Copper oxide nanoparticles induce pulmonary inflammation via triggering cellular cuproptosis

Abstract

Copper oxide nanoparticles (CuO NPs) are increasingly used in various industrial fields, and the toxicity of CuO NPs raises concerns. However, the CuO NPs-induced pulmonary inflammation and the underlying mechanism have not been fully illustrated. Cellular cuproptosis provides a new perspective to elucidate the toxicity of CuO NPs. Here, we exposed C57BL/6 mice and murine alveolar macrophage cells (MH-S) to CuO NPs, respectively. A suspension of 2 mg/mL CuO NPs was directly once administered by intratracheal instillation, and mice were sacrificed on day 7. The histopathology results showed that CuO NPs induced pulmonary inflammation in C57BL/6 mice.
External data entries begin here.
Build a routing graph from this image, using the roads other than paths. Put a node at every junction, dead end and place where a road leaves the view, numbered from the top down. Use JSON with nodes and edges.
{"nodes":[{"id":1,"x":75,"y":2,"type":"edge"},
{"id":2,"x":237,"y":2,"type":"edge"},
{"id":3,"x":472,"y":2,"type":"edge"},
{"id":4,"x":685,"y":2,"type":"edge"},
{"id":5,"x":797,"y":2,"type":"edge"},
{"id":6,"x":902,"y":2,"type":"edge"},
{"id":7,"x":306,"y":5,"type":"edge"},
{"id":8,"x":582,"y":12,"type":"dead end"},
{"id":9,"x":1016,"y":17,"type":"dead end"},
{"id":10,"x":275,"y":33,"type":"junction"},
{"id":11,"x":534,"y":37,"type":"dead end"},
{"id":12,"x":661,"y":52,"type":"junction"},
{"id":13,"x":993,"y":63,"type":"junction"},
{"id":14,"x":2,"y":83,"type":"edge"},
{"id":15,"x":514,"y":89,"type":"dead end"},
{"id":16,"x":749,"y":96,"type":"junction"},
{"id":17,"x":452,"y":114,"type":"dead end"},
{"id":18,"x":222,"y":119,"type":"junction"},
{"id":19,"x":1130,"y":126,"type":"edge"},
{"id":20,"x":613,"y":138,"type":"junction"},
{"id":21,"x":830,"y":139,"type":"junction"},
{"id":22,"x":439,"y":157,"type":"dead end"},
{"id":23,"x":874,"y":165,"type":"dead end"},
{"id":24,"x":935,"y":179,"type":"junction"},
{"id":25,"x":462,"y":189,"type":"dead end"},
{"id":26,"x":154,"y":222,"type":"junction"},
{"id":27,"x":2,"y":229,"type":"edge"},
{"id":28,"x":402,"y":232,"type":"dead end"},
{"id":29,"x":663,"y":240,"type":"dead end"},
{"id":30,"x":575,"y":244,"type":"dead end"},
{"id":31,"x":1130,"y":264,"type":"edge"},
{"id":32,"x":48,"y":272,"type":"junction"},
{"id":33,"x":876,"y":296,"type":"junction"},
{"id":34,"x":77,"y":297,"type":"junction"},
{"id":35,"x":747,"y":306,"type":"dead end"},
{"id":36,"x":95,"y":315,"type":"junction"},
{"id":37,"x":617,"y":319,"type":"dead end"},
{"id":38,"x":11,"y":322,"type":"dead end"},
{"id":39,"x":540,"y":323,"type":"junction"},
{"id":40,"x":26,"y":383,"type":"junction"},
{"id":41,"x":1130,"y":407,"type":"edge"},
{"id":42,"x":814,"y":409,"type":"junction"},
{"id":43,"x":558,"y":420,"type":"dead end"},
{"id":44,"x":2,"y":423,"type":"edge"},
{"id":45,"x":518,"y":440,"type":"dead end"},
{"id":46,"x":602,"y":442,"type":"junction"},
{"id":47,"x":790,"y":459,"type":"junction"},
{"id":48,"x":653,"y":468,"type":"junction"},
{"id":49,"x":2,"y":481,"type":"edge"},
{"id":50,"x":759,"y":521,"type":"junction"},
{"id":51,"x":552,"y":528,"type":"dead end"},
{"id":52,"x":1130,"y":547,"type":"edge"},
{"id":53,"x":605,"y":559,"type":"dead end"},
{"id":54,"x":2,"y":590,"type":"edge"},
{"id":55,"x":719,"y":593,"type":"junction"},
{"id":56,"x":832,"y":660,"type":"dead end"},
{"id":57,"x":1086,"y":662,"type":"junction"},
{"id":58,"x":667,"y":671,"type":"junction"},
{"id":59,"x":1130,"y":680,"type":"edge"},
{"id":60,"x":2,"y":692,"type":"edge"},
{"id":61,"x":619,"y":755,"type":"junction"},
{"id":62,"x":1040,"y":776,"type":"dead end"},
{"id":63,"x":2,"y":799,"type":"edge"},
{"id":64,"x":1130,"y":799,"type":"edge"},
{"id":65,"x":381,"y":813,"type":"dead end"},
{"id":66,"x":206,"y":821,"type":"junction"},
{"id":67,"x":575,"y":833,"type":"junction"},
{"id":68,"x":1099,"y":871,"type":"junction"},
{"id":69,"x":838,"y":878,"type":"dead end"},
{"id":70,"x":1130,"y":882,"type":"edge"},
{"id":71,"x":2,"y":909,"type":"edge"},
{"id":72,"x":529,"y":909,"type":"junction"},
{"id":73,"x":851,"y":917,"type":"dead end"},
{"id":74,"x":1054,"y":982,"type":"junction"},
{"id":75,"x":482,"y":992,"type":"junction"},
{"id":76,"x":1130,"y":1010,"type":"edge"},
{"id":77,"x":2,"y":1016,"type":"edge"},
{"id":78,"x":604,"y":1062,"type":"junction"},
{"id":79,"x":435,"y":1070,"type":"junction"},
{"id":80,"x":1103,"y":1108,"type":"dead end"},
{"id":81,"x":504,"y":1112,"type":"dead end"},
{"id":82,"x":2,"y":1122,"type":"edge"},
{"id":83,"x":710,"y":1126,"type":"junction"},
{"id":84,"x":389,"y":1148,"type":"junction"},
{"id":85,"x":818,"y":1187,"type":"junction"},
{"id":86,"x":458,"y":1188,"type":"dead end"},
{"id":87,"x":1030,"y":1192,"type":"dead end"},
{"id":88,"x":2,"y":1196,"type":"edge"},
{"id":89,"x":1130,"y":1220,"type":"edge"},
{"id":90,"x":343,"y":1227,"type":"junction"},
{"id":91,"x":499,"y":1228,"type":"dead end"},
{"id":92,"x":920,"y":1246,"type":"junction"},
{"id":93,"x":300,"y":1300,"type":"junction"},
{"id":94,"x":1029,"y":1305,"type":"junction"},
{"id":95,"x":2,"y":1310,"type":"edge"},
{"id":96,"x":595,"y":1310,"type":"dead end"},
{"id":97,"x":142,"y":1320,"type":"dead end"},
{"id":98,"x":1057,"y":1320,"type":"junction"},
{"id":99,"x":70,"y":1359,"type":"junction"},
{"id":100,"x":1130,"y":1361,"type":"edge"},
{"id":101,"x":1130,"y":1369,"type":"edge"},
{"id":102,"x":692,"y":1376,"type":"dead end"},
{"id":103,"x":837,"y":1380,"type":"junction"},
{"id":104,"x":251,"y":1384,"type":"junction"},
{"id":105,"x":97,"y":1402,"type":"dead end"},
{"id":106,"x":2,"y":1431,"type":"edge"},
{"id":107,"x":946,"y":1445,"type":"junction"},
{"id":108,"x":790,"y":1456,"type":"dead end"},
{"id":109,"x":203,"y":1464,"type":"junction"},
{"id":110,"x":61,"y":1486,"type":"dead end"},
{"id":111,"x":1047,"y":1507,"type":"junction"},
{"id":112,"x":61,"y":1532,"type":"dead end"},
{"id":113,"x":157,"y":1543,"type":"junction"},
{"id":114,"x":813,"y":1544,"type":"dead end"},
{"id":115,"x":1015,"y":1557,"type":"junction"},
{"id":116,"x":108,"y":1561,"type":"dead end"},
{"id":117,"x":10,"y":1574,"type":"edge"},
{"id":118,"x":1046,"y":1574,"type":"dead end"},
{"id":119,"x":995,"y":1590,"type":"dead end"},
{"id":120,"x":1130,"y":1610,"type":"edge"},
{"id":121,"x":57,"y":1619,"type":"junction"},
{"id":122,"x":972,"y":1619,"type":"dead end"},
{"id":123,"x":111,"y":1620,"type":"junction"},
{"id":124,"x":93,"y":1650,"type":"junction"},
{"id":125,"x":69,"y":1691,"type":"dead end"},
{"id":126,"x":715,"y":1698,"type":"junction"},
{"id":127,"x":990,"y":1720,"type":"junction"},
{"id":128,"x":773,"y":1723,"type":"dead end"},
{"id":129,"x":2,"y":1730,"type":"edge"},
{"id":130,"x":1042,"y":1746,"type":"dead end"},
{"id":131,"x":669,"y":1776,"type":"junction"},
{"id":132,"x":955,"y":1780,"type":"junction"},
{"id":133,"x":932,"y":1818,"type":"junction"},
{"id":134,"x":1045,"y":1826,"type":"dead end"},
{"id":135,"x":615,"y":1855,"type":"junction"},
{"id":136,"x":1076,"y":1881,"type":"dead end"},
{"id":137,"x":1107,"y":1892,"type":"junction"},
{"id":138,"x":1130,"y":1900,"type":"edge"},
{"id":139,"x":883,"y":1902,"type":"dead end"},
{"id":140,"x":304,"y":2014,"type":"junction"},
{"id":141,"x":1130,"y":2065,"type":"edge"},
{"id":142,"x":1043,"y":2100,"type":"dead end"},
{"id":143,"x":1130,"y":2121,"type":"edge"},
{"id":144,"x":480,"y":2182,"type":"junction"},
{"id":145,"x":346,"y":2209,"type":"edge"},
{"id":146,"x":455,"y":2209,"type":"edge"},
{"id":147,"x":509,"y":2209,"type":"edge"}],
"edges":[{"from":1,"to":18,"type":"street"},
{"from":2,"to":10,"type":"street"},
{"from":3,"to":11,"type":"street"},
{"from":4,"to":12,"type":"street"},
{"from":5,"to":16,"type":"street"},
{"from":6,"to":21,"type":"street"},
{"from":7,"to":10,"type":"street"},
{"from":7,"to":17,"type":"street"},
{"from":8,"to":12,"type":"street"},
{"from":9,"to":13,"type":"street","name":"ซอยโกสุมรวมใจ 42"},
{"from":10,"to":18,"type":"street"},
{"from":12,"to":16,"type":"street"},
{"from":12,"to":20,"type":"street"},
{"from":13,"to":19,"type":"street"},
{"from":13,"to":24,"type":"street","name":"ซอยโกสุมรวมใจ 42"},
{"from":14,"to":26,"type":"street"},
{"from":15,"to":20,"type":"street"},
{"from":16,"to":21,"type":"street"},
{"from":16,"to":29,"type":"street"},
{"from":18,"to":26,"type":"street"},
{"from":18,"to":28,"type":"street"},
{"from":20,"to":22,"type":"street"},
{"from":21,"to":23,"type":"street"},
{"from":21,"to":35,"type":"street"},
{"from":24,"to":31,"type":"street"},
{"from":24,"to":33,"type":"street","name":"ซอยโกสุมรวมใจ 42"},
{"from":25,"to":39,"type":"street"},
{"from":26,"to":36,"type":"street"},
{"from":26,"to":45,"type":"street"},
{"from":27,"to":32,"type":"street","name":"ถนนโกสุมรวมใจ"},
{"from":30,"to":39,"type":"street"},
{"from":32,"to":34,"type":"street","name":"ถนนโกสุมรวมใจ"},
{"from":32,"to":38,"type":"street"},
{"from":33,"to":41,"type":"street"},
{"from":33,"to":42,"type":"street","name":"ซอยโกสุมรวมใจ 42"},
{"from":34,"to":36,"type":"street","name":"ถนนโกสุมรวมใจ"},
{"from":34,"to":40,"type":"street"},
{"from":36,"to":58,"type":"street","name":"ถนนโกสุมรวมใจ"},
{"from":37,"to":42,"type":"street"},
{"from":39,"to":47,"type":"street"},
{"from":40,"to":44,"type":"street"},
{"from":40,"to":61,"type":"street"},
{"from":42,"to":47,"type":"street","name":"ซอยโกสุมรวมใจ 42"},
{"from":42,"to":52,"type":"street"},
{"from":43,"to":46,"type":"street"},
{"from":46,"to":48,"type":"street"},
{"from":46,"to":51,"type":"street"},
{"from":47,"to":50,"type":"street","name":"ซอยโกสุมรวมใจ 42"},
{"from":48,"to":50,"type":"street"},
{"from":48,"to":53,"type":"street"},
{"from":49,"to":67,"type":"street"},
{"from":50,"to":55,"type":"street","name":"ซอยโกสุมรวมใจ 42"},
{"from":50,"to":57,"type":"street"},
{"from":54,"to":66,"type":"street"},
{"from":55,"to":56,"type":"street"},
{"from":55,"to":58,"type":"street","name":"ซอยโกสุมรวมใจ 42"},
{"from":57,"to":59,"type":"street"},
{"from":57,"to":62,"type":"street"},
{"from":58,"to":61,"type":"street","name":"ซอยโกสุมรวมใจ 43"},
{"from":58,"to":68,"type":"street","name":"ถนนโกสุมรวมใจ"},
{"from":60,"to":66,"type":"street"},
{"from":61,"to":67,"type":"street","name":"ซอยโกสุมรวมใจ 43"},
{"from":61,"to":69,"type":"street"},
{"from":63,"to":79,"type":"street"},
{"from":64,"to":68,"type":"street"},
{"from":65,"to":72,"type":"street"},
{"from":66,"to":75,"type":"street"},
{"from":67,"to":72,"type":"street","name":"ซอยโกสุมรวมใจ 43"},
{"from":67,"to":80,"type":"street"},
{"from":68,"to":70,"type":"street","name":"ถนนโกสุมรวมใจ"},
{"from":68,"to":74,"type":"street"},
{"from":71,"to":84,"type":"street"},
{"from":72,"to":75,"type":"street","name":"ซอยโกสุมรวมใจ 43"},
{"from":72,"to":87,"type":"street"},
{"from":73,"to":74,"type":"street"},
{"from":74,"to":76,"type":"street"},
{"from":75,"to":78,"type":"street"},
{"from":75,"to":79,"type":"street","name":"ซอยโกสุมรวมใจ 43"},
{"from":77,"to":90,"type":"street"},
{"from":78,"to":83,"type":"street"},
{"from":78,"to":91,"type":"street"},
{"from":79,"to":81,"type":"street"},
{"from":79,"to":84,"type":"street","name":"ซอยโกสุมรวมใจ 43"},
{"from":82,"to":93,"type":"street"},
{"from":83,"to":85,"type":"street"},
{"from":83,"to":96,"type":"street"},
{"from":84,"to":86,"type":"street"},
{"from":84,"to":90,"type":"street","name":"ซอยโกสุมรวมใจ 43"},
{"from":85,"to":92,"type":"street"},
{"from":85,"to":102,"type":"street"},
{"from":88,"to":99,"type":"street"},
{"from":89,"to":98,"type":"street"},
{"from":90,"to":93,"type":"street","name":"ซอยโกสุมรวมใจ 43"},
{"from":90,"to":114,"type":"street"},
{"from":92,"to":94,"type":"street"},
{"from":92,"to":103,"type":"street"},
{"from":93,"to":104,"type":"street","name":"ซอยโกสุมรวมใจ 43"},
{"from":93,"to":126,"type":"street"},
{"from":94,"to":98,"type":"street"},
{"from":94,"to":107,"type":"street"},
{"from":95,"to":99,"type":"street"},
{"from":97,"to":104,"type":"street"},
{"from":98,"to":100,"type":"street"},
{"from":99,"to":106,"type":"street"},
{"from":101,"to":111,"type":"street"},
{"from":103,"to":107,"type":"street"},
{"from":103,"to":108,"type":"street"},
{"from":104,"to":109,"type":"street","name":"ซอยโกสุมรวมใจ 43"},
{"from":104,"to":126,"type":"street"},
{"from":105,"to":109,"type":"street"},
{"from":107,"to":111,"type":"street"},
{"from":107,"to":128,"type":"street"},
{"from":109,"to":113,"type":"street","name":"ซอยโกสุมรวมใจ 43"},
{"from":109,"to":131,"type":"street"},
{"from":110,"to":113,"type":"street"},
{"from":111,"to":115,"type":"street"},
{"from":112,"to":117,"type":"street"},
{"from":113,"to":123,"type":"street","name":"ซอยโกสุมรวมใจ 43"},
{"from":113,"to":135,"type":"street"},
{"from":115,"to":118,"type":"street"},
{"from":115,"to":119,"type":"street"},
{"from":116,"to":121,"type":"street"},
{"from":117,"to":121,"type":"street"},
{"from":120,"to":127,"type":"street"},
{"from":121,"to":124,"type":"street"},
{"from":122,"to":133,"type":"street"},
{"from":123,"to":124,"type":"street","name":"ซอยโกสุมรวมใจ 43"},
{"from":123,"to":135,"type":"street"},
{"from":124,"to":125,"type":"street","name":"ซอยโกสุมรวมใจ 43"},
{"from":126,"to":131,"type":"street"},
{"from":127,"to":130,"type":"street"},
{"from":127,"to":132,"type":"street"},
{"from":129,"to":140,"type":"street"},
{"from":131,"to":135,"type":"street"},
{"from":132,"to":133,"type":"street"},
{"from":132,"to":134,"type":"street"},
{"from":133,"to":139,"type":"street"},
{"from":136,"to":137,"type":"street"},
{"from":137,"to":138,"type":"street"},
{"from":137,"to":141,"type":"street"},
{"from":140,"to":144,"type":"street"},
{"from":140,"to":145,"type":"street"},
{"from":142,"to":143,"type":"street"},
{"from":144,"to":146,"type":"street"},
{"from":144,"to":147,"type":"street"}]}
CuO NPs increased Cu^2 + levels by 203.0 % in mouse lung tissues. Also, CuO NPs increased the cuproptosis-related indicators of ferredoxin (FDX1), dihydrolipoamide succinyltransferase (DLST), dihydrolipoamide acetyltransferase (DLAT) and Cu transporter 1 (CTR1) in both mouse lung tissues and MH-S cells. Transcript sequencing and non-targeted metabolomics indicated that CuO NPs induced cellular cuproptosis and inflammatory responses both in vivo and in vitro. Interleukin-17a (IL-17A) was remarkably increased in the process of CuO NPs-induced cellular cuproptosis. Additionally, interference of FDX1 reduced cellular cuproptosis and decreased the release of IL-17A. In summary, CuO NPs increased the accumulation of intracellular Cu²⁺ and the expressions of cuproptosis-related proteins, induced FDX1-mediated cuproptosis, and led to pulmonary inflammation in mice. This study highlights the respiratory toxicity of CuO NPs and reveals a unique cuproptosis-driven mechanism underlying the CuO NPs-induced pulmonary inflammation.